He hurries me across the street to purchase the tickets, then
quickly back again and we wind through an unmarked, undeterminable route to the
Customs and passport check. I say goodbye, and actually watch his face frown
when I don’t tip him further.
I get in the queue, overloaded with tension because he had
repeatedly stressed the fact that this was the only boat for two days and that
the boat left in thirty minutes sharp. Hurry, hurry he would say between every
other word.
After waiting in line for over an hour I check my ticket and
find I have an additional four hours to spare.
Four hours.
Four hours. For a split second, I cannot wait until my return
to Spain and the price I’ll extract from my old friend, but alas, that too
passes and I look forward to my journey, my first boat ride. I reluctantly admit
to myself that I admire my seasoned hustler’s talents, congratulate him on his
victory silently to myself and consider myself infinitely wiser, all for $30
American. Infinitely wiser – now what was the lesson I learned? Oh yeah,
impatience sucks. I’ll remember that. Yeah, but I still just hate to get
hustled. And I can’t wait to see him again.

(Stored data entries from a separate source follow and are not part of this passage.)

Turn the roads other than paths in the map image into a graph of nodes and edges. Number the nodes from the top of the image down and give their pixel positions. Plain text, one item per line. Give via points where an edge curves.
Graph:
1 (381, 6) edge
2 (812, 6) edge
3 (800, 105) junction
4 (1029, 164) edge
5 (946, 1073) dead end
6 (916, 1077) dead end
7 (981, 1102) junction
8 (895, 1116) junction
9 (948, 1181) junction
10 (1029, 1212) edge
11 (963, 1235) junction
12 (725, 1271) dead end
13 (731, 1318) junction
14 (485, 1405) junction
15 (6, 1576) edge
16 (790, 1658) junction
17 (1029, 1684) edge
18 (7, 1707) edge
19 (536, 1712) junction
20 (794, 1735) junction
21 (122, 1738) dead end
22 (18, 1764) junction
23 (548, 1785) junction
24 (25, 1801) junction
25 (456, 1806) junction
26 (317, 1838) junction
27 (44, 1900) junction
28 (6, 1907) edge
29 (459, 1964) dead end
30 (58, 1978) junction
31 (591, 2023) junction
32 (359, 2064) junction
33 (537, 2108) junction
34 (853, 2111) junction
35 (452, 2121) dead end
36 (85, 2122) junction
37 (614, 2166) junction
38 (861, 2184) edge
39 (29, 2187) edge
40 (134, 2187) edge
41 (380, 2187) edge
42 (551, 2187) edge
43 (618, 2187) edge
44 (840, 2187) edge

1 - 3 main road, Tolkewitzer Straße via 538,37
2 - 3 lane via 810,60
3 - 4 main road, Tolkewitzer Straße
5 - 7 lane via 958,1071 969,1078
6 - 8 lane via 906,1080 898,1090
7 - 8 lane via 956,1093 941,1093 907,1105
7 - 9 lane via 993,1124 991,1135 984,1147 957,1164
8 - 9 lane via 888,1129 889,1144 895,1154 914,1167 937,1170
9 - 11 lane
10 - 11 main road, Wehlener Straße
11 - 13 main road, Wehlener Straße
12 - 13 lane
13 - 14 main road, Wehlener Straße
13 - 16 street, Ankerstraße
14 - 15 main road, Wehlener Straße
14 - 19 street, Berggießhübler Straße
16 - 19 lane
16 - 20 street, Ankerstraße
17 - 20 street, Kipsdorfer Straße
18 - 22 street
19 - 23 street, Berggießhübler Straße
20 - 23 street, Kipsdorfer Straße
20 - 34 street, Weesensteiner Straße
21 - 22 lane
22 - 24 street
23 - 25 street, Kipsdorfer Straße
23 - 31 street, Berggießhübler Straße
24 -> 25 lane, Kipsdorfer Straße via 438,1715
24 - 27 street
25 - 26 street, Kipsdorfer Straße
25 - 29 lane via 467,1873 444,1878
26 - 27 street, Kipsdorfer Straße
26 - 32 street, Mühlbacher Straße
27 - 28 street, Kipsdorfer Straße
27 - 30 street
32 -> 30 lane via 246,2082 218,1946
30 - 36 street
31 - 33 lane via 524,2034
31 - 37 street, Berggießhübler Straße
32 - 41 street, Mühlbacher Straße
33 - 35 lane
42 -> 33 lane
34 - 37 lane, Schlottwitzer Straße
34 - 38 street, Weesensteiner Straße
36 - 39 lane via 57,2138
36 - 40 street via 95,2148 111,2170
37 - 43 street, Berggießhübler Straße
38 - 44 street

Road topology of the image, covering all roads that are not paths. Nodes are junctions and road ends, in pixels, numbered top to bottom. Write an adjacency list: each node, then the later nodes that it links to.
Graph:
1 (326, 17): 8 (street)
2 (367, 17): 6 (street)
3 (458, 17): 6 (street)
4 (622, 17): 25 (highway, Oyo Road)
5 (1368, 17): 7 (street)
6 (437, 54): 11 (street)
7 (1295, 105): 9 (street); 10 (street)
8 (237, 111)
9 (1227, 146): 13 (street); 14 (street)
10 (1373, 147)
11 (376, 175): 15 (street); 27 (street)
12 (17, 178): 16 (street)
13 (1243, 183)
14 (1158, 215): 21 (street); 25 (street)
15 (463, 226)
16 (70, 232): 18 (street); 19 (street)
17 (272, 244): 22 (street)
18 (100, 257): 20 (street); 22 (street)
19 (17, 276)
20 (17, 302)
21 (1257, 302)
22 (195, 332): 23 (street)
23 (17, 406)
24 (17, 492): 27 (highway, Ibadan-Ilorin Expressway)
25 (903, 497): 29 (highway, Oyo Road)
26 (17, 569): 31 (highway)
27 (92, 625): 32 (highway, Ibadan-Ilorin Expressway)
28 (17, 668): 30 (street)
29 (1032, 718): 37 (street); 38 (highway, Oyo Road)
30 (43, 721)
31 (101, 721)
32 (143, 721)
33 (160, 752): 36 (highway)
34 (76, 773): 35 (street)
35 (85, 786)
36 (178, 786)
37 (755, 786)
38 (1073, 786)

Sunny but only partially clear from some distant haze, I can
just barely see the great rock that divides Europe from Africa, the
Mediterranean from the Atlantic, the modern from the ancient. Gibraltar
is poised in the distance. I listen to stories and myths about today’s Simian
inhabitants and burn a couple of photos, wasted over the great distance and
foggy setting.
I look at the great rock and mentally step away from everything
else going on around me for a moment. That rock took somewhere around six
hundred million years to form. Jagged edges cut by the winds and rain and
weather over countless and countless millenniums. The rains themselves hovering
over the rock are molecules of water that have evaporated from the seas and
filled the heavens only to rain down on the rock and start the process over
again. And again. The water I’m looking at is as old as Gibraltar.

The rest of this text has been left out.